**Exercise aim:** Would you repeat the listing exactly, without any of its images?
=-=-=-=-=
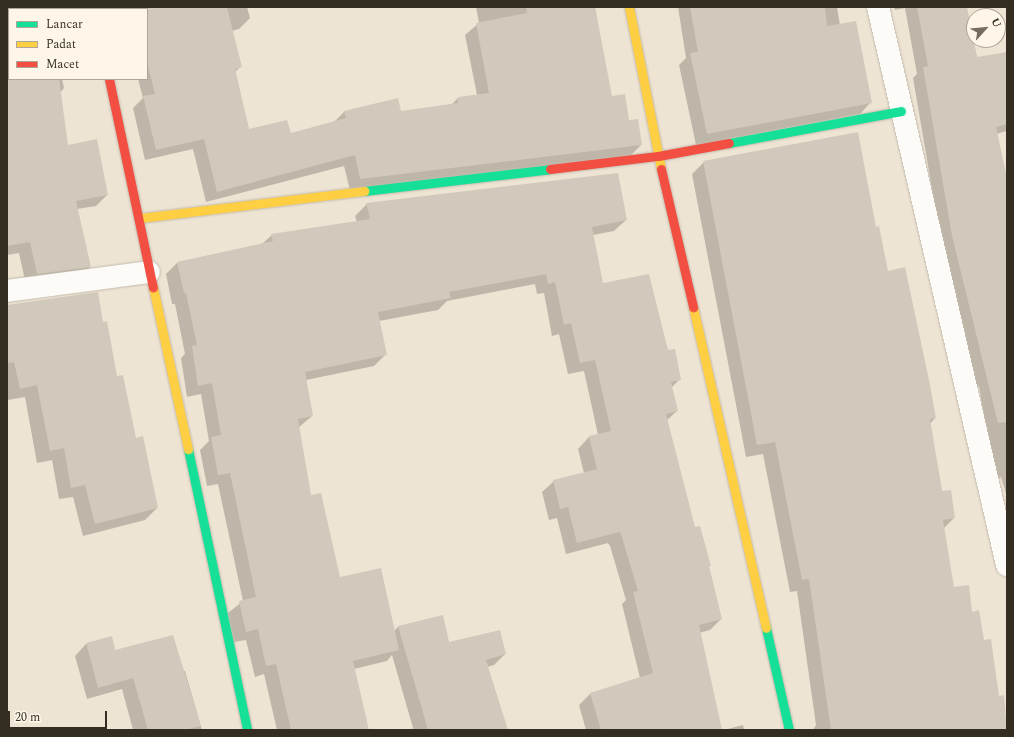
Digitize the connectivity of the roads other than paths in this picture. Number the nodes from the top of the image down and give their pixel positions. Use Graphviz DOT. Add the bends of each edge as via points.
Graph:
graph roads {
  1 [pos="629,7"];
  2 [pos="878,7"];
  3 [pos="109,80"];
  4 [pos="901,111"];
  5 [pos="658,156"];
  6 [pos="140,218"];
  7 [pos="149,272"];
  8 [pos="7,292"];
  9 [pos="1007,565"];
  10 [pos="247,730"];
  11 [pos="789,730"];
  1 -- 5 [label="street"];
  2 -- 4 [label="street"];
  3 -- 6 [label="street"];
  4 -- 5 [label="street"];
  4 -- 9 [label="street"];
  5 -- 6 [label="street"];
  5 -- 11 [label="street"];
  6 -- 7 [label="street"];
  7 -- 8 [label="street"];
  7 -- 10 [label="street"];
}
=-=-=-=-=
**Task response:**
Digitize the connectivity of the roads other than paths in this picture. Number the nodes from the top of the image down and give their pixel positions. Use Graphviz DOT. Add the bends of each edge as via points.
Graph:
graph roads {
  1 [pos="629,7"];
  2 [pos="878,7"];
  3 [pos="109,80"];
  4 [pos="901,111"];
  5 [pos="658,156"];
  6 [pos="140,218"];
  7 [pos="149,272"];
  8 [pos="7,292"];
  9 [pos="1007,565"];
  10 [pos="247,730"];
  11 [pos="789,730"];
  1 -- 5 [label="street"];
  2 -- 4 [label="street"];
  3 -- 6 [label="street"];
  4 -- 5 [label="street"];
  4 -- 9 [label="street"];
  5 -- 6 [label="street"];
  5 -- 11 [label="street"];
  6 -- 7 [label="street"];
  7 -- 8 [label="street"];
  7 -- 10 [label="street"];
}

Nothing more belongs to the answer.